Hamilton police investigate alleged $1M city hall fraud
Discrepancies took place over a 9-year period
Hamilton police are investigating a municipal employee suspected of defrauding the city of more than $1 million over a nine-year period.
The city announced Wednesday night that police are investigating an employee in the finance and corporate services department who is suspected of stealing $1,058,235.20 since 2005.
The city confirmed the discrepancy on June 18, said Mike Zegarac, acting manager of finance.
The city noticed that the employee was accepting cash payments from vendors. The discrepancy was discovered during some "preliminary steps" to have the vendors pay by cheque, he said.
The city took "immediate and swift" action on the matter, including reporting it to police, Zegarac said. The employee has been terminated with cause.
An independent forensic accountant is investigating the matter at the city level. Hamilton Police Service's major fraud unit is conducting a criminal investigation. No charges have been laid yet.
The city has undergone a number of internal audits since 2005 to improve its policies and procedures around staff handling cash, Zegarac said. In 2012, there was another review to "reinforce our practices."
It will also take into account the advice of the forensic auditor.
"We'll review the actions and whether we need to review our policies and procedures to protect ourselves going forward," Zegarac said.
Zegarac believes insurance will recoup "a significant portion of the loss," which would alleviate the impact on the tax bill.
City staff are fully co-operating with police, he said.

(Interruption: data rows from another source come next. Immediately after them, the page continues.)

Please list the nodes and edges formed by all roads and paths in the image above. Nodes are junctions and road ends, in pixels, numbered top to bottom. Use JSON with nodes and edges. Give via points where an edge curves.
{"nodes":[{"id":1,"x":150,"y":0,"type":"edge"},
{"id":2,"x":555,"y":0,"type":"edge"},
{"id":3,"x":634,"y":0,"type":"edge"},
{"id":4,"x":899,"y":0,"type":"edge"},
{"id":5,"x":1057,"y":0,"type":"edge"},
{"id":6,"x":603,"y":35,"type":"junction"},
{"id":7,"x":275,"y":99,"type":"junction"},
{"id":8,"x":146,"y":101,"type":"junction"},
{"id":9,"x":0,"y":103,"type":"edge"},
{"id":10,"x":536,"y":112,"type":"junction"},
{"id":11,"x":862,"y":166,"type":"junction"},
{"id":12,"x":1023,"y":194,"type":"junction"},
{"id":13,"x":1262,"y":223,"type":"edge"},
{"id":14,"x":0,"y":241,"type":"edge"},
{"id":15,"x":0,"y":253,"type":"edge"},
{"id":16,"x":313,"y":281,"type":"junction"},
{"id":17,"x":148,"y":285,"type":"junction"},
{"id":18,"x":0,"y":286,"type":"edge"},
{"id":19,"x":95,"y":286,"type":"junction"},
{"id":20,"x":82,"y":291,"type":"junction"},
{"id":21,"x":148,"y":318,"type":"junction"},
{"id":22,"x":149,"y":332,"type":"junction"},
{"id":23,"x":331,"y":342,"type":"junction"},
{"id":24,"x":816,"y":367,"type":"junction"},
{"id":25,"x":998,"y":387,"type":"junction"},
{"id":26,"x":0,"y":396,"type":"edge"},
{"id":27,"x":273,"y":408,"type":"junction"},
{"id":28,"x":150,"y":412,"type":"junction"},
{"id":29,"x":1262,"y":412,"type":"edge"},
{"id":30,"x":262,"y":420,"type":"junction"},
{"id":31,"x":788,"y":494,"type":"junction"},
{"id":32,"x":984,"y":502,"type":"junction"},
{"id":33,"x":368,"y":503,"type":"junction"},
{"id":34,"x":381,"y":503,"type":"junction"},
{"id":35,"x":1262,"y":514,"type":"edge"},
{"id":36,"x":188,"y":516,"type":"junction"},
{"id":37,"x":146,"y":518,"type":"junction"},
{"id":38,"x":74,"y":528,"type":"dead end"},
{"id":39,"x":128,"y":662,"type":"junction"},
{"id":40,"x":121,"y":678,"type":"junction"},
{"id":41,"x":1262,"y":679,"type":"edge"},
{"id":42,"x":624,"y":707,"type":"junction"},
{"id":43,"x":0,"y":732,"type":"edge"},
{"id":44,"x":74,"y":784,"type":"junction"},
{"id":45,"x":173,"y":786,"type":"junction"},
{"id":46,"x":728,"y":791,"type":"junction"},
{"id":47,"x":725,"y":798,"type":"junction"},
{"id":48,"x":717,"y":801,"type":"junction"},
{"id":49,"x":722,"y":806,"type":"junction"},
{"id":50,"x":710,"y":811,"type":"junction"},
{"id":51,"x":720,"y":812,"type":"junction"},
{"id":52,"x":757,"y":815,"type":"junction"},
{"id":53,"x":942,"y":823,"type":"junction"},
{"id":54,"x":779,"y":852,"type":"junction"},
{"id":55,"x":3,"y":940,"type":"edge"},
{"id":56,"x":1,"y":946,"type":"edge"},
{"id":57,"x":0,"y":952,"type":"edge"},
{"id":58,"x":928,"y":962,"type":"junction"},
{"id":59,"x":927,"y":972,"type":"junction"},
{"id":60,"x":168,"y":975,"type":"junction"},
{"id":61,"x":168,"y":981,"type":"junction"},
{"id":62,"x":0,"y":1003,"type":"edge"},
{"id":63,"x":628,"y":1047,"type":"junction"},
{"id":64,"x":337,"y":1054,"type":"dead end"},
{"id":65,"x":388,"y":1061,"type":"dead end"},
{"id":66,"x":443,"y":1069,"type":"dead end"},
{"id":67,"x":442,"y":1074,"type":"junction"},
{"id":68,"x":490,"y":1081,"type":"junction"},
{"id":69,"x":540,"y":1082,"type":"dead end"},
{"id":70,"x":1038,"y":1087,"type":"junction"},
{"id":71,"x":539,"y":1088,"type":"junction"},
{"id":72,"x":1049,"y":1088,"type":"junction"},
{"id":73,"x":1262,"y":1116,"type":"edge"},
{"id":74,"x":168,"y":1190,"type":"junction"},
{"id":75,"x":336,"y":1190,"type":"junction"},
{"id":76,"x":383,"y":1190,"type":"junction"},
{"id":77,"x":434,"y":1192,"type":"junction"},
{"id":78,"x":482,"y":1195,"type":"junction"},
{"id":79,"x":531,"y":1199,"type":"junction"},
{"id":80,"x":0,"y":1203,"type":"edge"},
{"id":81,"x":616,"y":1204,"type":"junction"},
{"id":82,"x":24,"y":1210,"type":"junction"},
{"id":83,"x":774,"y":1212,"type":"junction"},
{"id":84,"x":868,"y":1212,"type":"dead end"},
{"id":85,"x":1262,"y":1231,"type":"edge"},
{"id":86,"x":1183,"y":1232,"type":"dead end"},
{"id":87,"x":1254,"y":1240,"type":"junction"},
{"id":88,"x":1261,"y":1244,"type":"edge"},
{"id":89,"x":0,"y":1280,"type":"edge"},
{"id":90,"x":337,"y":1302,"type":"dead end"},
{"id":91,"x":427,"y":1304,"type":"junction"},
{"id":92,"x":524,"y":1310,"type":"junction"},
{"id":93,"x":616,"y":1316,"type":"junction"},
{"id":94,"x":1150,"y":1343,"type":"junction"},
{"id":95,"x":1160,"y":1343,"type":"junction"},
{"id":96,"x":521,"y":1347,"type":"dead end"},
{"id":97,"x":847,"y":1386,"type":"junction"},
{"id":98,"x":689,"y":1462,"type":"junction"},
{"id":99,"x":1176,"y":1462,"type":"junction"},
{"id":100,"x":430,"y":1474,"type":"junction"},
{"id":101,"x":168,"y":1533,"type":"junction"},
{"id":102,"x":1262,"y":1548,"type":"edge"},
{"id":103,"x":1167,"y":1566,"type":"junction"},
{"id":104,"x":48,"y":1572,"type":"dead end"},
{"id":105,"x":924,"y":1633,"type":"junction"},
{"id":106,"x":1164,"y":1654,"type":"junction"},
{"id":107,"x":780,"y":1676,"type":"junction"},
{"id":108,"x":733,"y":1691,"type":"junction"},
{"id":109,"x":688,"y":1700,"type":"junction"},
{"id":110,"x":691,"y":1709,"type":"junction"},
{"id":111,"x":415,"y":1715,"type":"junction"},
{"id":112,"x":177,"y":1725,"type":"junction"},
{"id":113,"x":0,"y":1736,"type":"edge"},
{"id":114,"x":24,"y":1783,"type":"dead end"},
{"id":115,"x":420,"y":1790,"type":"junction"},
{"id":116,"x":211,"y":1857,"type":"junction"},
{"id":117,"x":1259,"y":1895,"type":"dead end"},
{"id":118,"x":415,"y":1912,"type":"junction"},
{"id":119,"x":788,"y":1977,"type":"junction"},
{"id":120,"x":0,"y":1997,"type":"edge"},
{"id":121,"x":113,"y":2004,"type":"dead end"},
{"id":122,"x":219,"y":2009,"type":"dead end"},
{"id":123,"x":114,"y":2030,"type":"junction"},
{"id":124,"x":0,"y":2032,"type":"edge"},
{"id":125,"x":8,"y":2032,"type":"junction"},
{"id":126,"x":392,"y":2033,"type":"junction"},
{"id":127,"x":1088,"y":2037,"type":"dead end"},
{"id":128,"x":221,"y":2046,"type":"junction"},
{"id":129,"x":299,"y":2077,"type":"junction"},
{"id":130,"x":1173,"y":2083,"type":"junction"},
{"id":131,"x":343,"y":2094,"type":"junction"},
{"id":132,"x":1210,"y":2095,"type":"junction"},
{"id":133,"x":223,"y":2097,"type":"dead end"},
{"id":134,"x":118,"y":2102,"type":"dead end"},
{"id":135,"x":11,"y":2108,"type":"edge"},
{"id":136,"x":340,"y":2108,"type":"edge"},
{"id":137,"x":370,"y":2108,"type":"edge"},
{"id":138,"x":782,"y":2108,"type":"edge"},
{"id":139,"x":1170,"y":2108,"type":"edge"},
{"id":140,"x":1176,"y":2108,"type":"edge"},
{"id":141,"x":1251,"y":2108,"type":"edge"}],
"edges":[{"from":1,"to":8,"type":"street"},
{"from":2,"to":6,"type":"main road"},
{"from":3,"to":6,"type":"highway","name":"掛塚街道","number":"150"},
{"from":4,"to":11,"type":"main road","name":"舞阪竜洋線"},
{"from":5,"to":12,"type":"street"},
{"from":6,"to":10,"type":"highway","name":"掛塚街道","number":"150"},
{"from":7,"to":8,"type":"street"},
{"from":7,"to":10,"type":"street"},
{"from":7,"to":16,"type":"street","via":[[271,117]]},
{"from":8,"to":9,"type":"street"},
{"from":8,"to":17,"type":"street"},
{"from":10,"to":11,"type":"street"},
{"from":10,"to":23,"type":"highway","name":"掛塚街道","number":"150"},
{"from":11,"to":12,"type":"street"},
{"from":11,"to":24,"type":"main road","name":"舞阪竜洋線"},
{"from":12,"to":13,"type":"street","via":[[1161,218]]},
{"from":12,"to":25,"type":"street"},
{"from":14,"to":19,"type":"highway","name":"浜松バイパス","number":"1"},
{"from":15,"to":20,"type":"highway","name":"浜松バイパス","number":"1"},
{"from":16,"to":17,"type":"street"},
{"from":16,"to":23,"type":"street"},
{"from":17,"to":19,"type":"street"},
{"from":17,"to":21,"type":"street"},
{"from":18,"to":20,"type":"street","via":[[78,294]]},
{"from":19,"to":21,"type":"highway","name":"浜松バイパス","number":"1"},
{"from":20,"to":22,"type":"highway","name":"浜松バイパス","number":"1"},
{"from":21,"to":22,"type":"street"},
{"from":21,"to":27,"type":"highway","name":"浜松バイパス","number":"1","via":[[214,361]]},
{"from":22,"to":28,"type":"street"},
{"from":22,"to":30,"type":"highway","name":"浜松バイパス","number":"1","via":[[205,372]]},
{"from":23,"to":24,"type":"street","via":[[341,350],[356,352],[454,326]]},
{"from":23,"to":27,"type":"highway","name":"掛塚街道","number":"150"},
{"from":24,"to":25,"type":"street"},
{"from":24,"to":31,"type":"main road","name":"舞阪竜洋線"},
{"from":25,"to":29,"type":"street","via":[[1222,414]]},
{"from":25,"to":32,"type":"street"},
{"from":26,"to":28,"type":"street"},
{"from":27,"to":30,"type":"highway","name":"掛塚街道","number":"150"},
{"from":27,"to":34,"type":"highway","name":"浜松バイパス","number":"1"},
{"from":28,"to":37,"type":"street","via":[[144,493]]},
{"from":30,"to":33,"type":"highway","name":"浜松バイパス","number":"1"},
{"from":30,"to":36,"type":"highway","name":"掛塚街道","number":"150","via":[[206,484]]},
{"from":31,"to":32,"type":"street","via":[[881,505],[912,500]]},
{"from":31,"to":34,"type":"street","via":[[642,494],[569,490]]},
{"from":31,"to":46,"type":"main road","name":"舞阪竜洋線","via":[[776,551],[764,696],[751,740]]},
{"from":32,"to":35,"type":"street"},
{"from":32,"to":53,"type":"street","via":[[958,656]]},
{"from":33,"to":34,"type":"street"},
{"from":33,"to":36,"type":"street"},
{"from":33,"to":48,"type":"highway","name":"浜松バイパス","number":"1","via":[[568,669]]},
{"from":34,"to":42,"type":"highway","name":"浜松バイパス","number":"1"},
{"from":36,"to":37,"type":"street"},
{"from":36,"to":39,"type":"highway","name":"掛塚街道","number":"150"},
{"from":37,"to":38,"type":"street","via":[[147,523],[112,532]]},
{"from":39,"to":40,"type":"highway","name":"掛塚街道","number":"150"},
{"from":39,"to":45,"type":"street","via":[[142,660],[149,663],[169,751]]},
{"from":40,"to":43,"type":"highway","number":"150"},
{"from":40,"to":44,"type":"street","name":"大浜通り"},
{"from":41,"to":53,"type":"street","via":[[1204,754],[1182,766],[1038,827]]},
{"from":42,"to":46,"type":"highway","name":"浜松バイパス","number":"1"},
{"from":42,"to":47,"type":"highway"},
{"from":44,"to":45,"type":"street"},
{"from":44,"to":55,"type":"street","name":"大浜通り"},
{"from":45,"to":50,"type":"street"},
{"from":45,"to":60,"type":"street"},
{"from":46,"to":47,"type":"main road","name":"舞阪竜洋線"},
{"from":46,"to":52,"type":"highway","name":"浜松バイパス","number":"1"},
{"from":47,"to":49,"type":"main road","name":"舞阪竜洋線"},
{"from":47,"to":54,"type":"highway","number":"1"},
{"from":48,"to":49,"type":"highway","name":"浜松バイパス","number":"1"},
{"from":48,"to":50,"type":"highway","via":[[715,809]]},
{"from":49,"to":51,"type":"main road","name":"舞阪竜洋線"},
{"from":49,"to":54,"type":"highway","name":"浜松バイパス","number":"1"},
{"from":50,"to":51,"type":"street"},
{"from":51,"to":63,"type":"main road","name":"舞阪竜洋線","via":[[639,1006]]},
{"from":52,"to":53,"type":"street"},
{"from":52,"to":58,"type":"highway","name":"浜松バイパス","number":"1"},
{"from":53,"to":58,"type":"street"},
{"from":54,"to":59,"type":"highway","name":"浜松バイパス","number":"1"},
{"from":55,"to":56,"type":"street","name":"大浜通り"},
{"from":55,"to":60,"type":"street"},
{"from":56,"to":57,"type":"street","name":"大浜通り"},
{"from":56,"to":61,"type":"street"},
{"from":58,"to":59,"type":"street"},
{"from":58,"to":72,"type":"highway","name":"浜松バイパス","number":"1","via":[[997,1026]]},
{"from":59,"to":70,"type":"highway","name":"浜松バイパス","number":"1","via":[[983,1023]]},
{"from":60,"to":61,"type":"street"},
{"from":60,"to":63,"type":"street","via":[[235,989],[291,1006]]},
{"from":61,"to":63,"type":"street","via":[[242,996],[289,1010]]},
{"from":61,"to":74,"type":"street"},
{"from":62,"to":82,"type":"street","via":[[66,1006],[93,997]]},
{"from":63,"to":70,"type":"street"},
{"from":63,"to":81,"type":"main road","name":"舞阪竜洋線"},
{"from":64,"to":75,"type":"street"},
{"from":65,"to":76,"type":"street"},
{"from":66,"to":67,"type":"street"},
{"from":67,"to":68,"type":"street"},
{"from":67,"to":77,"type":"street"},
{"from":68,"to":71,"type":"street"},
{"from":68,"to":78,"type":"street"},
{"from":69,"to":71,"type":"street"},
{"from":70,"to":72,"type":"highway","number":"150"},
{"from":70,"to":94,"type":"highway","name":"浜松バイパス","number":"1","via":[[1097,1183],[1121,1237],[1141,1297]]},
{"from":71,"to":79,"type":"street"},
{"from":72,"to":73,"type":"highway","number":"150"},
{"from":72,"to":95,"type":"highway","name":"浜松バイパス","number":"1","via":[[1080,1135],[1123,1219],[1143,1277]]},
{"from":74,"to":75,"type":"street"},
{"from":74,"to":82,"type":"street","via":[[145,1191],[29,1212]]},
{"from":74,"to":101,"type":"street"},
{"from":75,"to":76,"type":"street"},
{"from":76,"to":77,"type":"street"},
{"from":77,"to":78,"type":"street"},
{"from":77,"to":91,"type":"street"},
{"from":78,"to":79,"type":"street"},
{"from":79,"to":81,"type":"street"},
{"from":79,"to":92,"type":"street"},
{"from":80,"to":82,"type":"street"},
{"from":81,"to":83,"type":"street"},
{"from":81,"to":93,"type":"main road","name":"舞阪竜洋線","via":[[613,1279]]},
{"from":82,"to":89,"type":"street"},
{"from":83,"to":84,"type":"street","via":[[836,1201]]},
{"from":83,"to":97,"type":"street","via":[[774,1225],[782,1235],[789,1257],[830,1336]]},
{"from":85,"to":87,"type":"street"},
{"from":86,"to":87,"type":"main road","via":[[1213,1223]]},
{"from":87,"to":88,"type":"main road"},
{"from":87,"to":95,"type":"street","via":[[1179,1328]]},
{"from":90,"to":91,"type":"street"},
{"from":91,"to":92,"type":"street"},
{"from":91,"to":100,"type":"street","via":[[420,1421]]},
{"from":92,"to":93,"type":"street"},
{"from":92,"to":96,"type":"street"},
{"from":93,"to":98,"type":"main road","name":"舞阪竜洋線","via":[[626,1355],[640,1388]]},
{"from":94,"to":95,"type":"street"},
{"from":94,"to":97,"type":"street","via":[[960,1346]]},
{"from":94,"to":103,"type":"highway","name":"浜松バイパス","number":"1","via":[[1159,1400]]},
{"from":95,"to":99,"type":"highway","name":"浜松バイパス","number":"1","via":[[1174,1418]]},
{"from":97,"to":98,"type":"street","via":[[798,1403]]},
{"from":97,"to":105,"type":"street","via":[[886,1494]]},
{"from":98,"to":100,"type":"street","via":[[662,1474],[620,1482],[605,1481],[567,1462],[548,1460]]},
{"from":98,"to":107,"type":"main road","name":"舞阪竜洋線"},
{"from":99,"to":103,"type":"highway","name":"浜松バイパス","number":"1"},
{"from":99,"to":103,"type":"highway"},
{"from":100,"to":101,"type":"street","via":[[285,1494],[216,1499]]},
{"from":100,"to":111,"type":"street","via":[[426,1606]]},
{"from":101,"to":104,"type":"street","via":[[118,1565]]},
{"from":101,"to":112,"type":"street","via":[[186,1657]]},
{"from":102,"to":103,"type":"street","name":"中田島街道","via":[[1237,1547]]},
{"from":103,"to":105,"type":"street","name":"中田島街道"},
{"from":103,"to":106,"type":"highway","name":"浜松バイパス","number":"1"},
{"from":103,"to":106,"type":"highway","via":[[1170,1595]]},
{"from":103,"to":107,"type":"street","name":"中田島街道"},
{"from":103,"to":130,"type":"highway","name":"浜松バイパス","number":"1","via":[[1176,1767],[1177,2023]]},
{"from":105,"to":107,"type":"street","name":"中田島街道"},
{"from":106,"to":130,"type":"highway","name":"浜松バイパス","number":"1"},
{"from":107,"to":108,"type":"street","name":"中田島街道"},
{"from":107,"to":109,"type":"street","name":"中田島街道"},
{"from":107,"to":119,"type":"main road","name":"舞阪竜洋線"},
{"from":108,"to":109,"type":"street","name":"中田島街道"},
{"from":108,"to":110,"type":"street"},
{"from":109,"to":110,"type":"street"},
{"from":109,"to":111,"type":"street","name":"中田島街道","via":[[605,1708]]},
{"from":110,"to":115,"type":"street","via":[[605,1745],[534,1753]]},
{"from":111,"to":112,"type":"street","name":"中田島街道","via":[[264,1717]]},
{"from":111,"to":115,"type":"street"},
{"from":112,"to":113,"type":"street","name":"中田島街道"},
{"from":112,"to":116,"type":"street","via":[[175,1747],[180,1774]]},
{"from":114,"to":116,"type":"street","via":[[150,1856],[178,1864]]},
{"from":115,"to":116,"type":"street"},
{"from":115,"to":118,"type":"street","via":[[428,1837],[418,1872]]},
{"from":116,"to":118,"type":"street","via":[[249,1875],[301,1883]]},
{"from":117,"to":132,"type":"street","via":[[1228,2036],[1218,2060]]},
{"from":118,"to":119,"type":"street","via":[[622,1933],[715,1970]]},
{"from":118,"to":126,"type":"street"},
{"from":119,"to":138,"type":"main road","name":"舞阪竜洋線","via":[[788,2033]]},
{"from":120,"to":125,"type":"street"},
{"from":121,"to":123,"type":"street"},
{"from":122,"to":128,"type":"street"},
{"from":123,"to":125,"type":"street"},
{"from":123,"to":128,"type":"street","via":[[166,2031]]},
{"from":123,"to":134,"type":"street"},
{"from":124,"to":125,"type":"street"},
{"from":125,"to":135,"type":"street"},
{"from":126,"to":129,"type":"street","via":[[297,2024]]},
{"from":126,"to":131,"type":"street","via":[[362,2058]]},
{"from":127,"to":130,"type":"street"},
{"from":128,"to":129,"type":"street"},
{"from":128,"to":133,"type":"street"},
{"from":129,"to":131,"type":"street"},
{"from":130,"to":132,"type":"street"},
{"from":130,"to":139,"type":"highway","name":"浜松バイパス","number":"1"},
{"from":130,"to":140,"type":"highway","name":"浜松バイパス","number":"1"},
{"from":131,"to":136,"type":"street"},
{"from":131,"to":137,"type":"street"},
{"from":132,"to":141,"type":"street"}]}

Earlier this year, the city used video surveillance and GPS records of city vehicles to investigate 31 public works employees for "neglect of duties, time theft and/or breach of trust." It resulted in 29 employees being dismissed.
Coun. Sam Merulla says since then, he's been working with senior staff to establish an accountability office that would deal with matters such as this one. He now wants it to be expedited.
"The bottom line is we caught it," he said. "It shouldn't have taken so long, but at least we're being far more proactive than in the past."